- [Prompt]
Return only the number of lines in the records below where the string "يوسف" shows up.

- [Dataset entries]

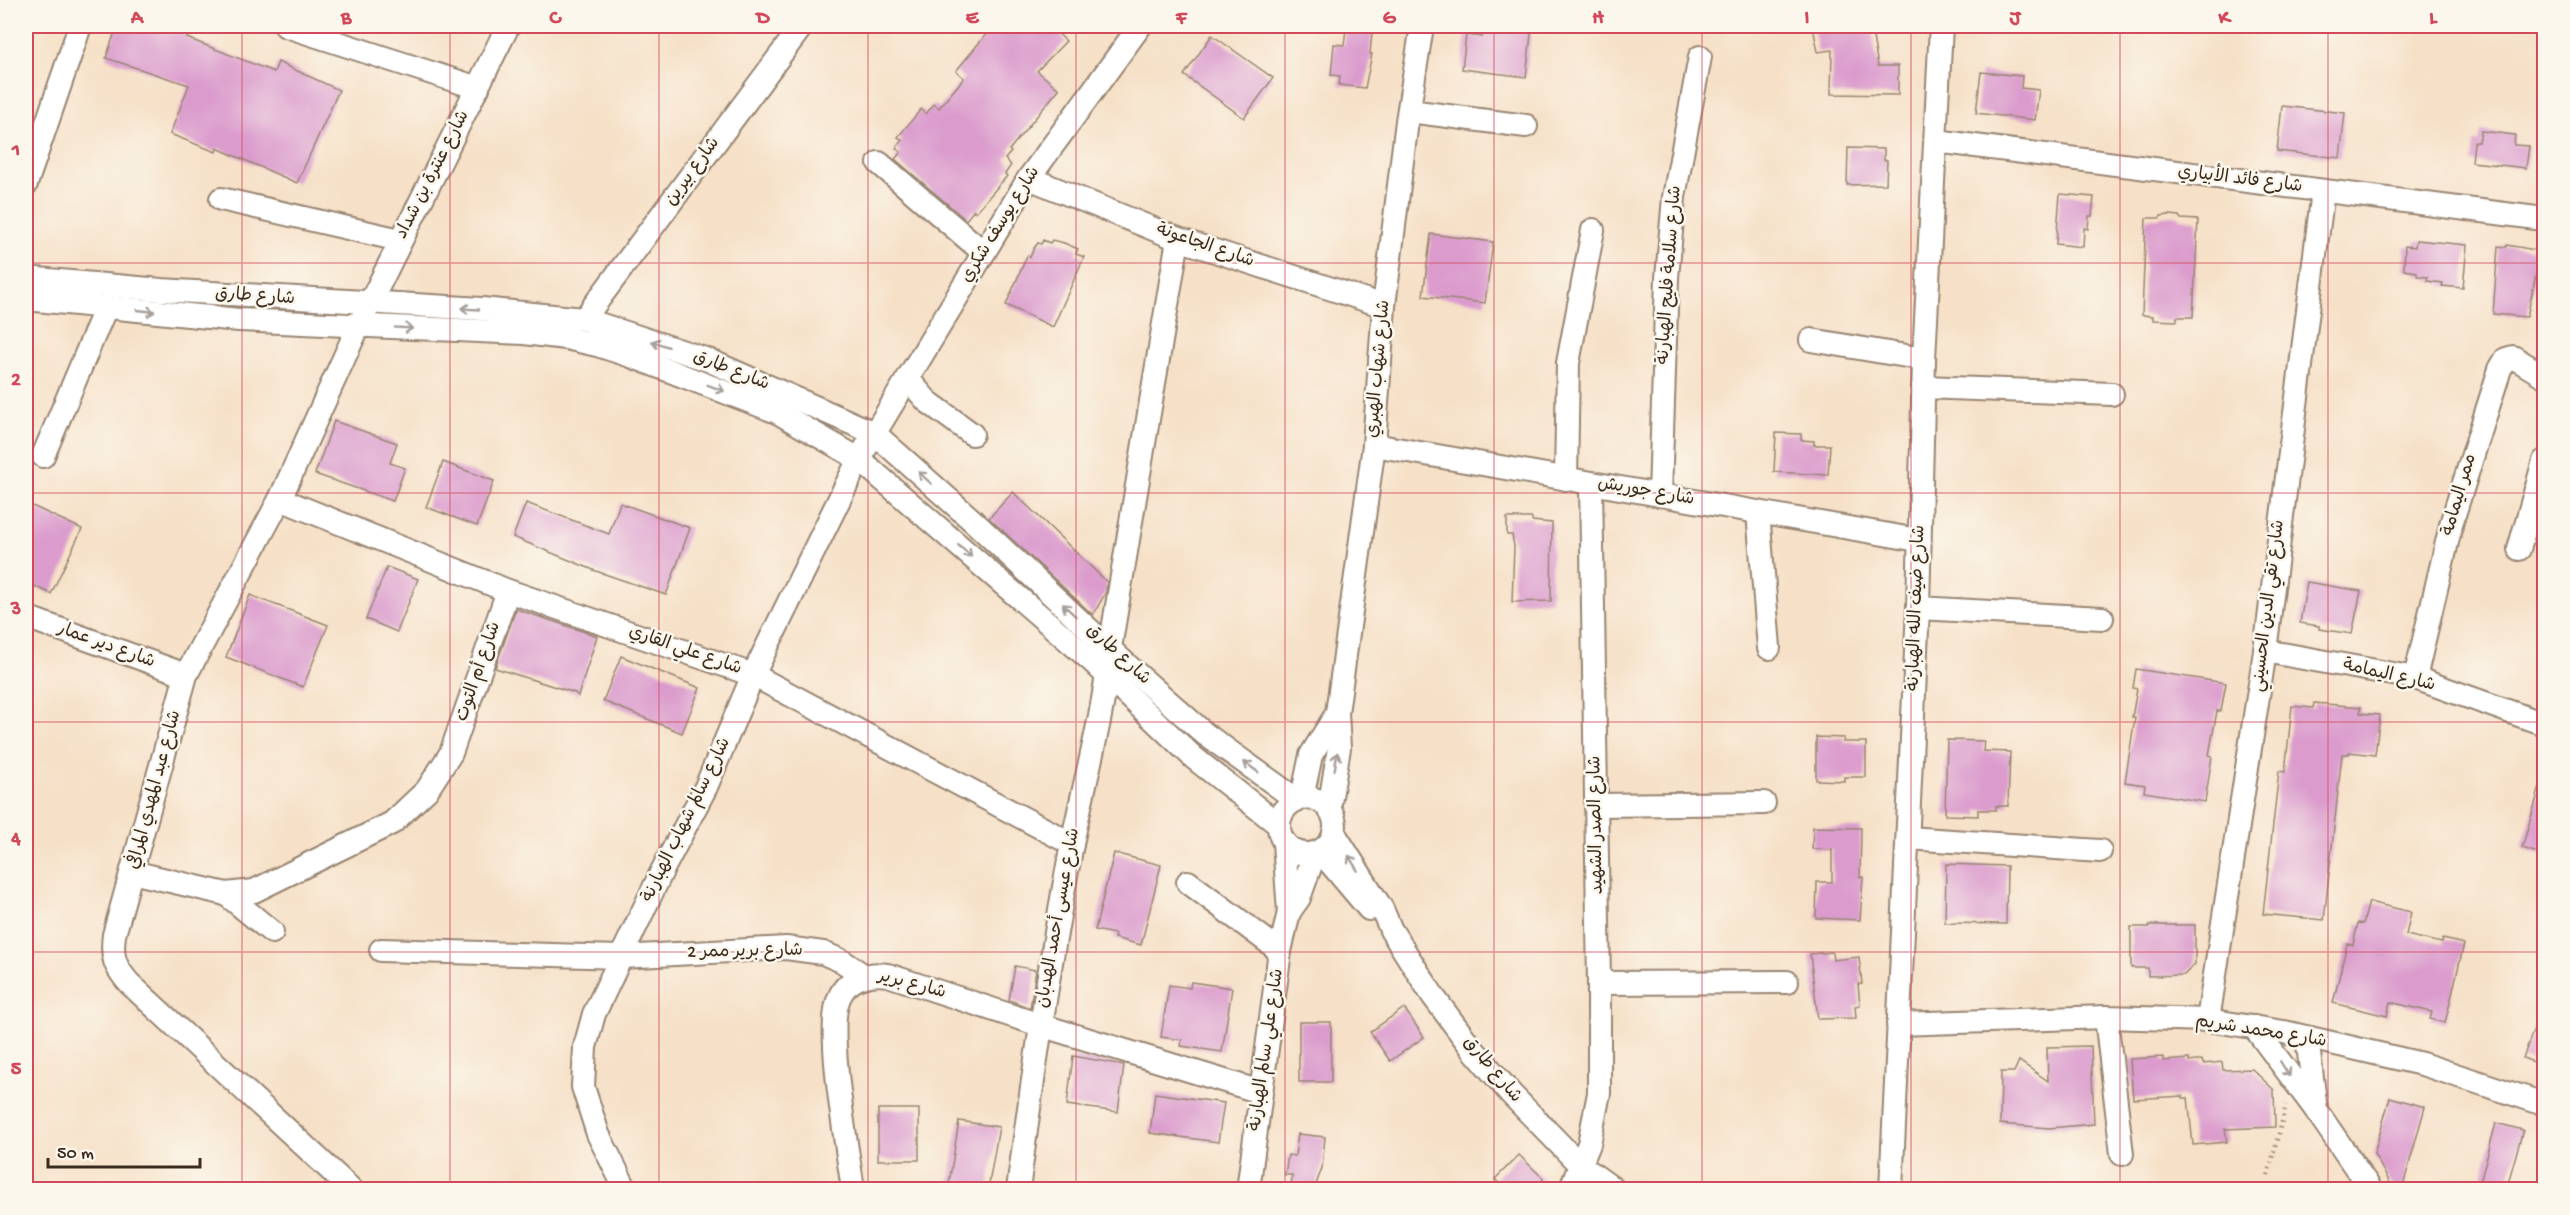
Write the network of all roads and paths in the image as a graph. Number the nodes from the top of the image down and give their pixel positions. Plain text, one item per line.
1 (80, 26) edge
2 (289, 26) edge
3 (508, 26) edge
4 (802, 26) edge
5 (1422, 26) edge
6 (1941, 26) edge
7 (1136, 27) edge
8 (1700, 57) dead end
9 (478, 88) junction
10 (1409, 111) junction
11 (1526, 126) dead end
12 (1936, 141) junction
13 (879, 163) dead end
14 (1029, 178) junction
15 (26, 184) edge
16 (2323, 191) junction
17 (221, 199) dead end
18 (2544, 219) edge
19 (1593, 230) dead end
20 (1178, 239) junction
21 (400, 240) junction
22 (983, 252) junction
23 (26, 278) edge
24 (26, 299) edge
25 (370, 304) junction
26 (1384, 306) junction
27 (106, 307) junction
28 (584, 319) junction
29 (359, 325) junction
30 (1811, 339) dead end
31 (1924, 359) junction
32 (2544, 376) edge
33 (908, 380) junction
34 (1923, 387) junction
35 (2112, 394) dead end
36 (874, 433) junction
37 (972, 434) dead end
38 (1374, 445) junction
39 (43, 456) dead end
40 (859, 459) junction
41 (2544, 461) edge
42 (1566, 479) junction
43 (1591, 483) junction
44 (1660, 495) junction
45 (280, 499) junction
46 (1758, 512) junction
47 (1918, 540) junction
48 (2519, 549) dead end
49 (508, 591) junction
50 (1918, 608) junction
51 (26, 617) edge
52 (2102, 618) dead end
53 (1110, 648) junction
54 (1769, 648) dead end
55 (2265, 651) junction
56 (186, 675) junction
57 (753, 675) junction
58 (1107, 678) junction
59 (2415, 678) junction
60 (1337, 713) junction
61 (2544, 723) edge
62 (1299, 799) junction
63 (1764, 803) dead end
64 (1597, 805) junction
65 (1329, 809) junction
66 (1334, 833) junction
67 (1281, 834) junction
68 (1908, 838) junction
69 (1072, 844) junction
70 (2100, 850) dead end
71 (1318, 852) junction
72 (132, 872) junction
73 (1188, 882) dead end
74 (226, 894) junction
75 (1289, 912) junction
76 (1391, 930) junction
77 (272, 932) dead end
78 (381, 950) dead end
79 (1280, 951) junction
80 (621, 957) junction
81 (863, 975) junction
82 (1787, 982) dead end
83 (1599, 983) junction
84 (2106, 1017) junction
85 (2208, 1020) junction
86 (1898, 1023) junction
87 (1040, 1025) junction
88 (2254, 1027) junction
89 (2307, 1037) junction
90 (2292, 1081) junction
91 (1261, 1092) junction
92 (2544, 1104) edge
93 (2316, 1110) junction
94 (2122, 1154) dead end
95 (1581, 1165) junction
96 (2268, 1175) dead end
97 (352, 1190) edge
98 (626, 1190) edge
99 (854, 1190) edge
100 (1017, 1190) edge
101 (1248, 1190) edge
102 (1570, 1190) edge
103 (1615, 1190) edge
104 (1891, 1190) edge
105 (2371, 1190) edge

1 - 15 street
2 - 9 street
3 - 9 street, شارع عنترة بن شداد
4 - 28 street, شارع بيرين
5 - 10 street, شارع شهاب الهبري
6 - 12 street, شارع ضيف الله الهبارنة
7 - 14 street, شارع يوسف شكري
8 - 44 street, شارع سلامة فليح الهبارنة
9 - 21 street, شارع عنترة بن شداد
10 - 11 street
10 - 26 street, شارع شهاب الهبري
12 - 16 street, شارع فائد الأبياري
12 - 31 street, شارع ضيف الله الهبارنة
13 - 22 street
14 - 20 street, شارع الجاعونة
14 - 22 street, شارع يوسف شكري
16 - 18 street, شارع فائد الأبياري
16 - 55 street, شارع تقي الدين الحسيني
17 - 21 street
19 - 42 street
20 - 26 street, شارع الجاعونة
20 - 53 street, شارع عيسى أحمد الهدبان
21 - 25 street, شارع عنترة بن شداد
22 - 33 street, شارع يوسف شكري
23 - 25 street, شارع طارق
24 - 27 street, شارع طارق
28 -> 25 street, شارع طارق
25 - 29 street, شارع عنترة بن شداد
26 - 38 street, شارع شهاب الهبري
27 -> 29 street, شارع طارق
27 - 39 street
36 -> 28 street, شارع طارق
29 -> 40 street, شارع طارق
29 - 45 street, شارع عبد المهدي المرافي
30 - 31 street
31 - 34 street, شارع ضيف الله الهبارنة
32 - 59 street, ممر اليمامة
33 - 36 street, شارع يوسف شكري
33 - 37 street
34 - 35 street
34 - 47 street, شارع ضيف الله الهبارنة
36 - 40 street, شارع يوسف شكري
53 -> 36 street, شارع طارق
38 - 42 street, شارع جوريش
38 - 60 street, شارع شهاب الهبري
40 - 57 street, شارع سالم شهاب الهبارنة
40 -> 58 street, شارع طارق
41 - 48 street
42 - 43 street, شارع جوريش
43 - 44 street, شارع جوريش
43 - 64 street, شارع الصدر الشهيد
44 - 46 street, شارع جوريش
45 - 49 street, شارع علي القاري
45 - 56 street, شارع عبد المهدي المرافي
46 - 47 street, شارع جوريش
46 - 54 street
47 - 50 street, شارع ضيف الله الهبارنة
49 - 57 street, شارع علي القاري
49 - 74 street, شارع أم التوت
50 - 52 street
50 - 68 street, شارع ضيف الله الهبارنة
51 - 56 street, شارع دير عمار
53 - 58 street, شارع عيسى أحمد الهدبان
62 -> 53 street, شارع طارق
55 - 59 street, شارع اليمامة
55 - 85 street, شارع تقي الدين الحسيني
56 - 72 street, شارع عبد المهدي المرافي
57 - 69 street, شارع علي القاري
57 - 80 street, شارع سالم شهاب الهبارنة
58 - 67 street, شارع طارق
58 - 69 street, شارع عيسى أحمد الهدبان
59 - 61 street, شارع اليمامة
60 - 62 street, شارع شهاب الهبري
65 -> 60 street, شارع شهاب الهبري
62 - 65 street
62 - 67 street
63 - 64 street
64 - 83 street, شارع الصدر الشهيد
65 - 66 street
66 - 71 street
76 -> 66 street, شارع طارق
67 - 71 street
67 - 75 street, شارع علي سالم الهبارنة
68 - 70 street
68 - 86 street, شارع ضيف الله الهبارنة
69 - 87 street, شارع عيسى أحمد الهدبان
71 - 75 street, شارع علي سالم الهبارنة
71 - 76 street, شارع طارق
72 - 74 street
72 - 97 street, شارع عبد المهدي المرافي
73 - 79 street
74 - 77 street
75 - 79 street, شارع علي سالم الهبارنة
76 - 95 street, شارع طارق
78 - 80 street, شارع برير ممر 2
79 - 91 street, شارع علي سالم الهبارنة
80 - 81 street, شارع برير ممر 2
80 - 98 street, شارع سالم شهاب الهبارنة
81 - 87 street, شارع برير
81 - 99 street, شارع برير
82 - 83 street
83 - 95 street, شارع الصدر الشهيد
84 - 85 street, شارع محمد شريم
84 - 86 street, شارع محمد شريم
84 - 94 street
85 - 88 street, شارع محمد شريم
86 - 104 street, شارع ضيف الله الهبارنة
87 - 91 street, شارع برير
87 - 100 street, شارع عيسى أحمد الهدبان
88 - 89 street, شارع محمد شريم
88 -> 90 street
89 - 92 street, شارع محمد شريم
89 - 93 street
90 - 93 street
90 - 96 path
91 - 101 street, شارع علي سالم الهبارنة
93 - 105 street
95 - 102 street, شارع الصدر الشهيد
95 - 103 street, شارع طارق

- [Result of the exercise]
5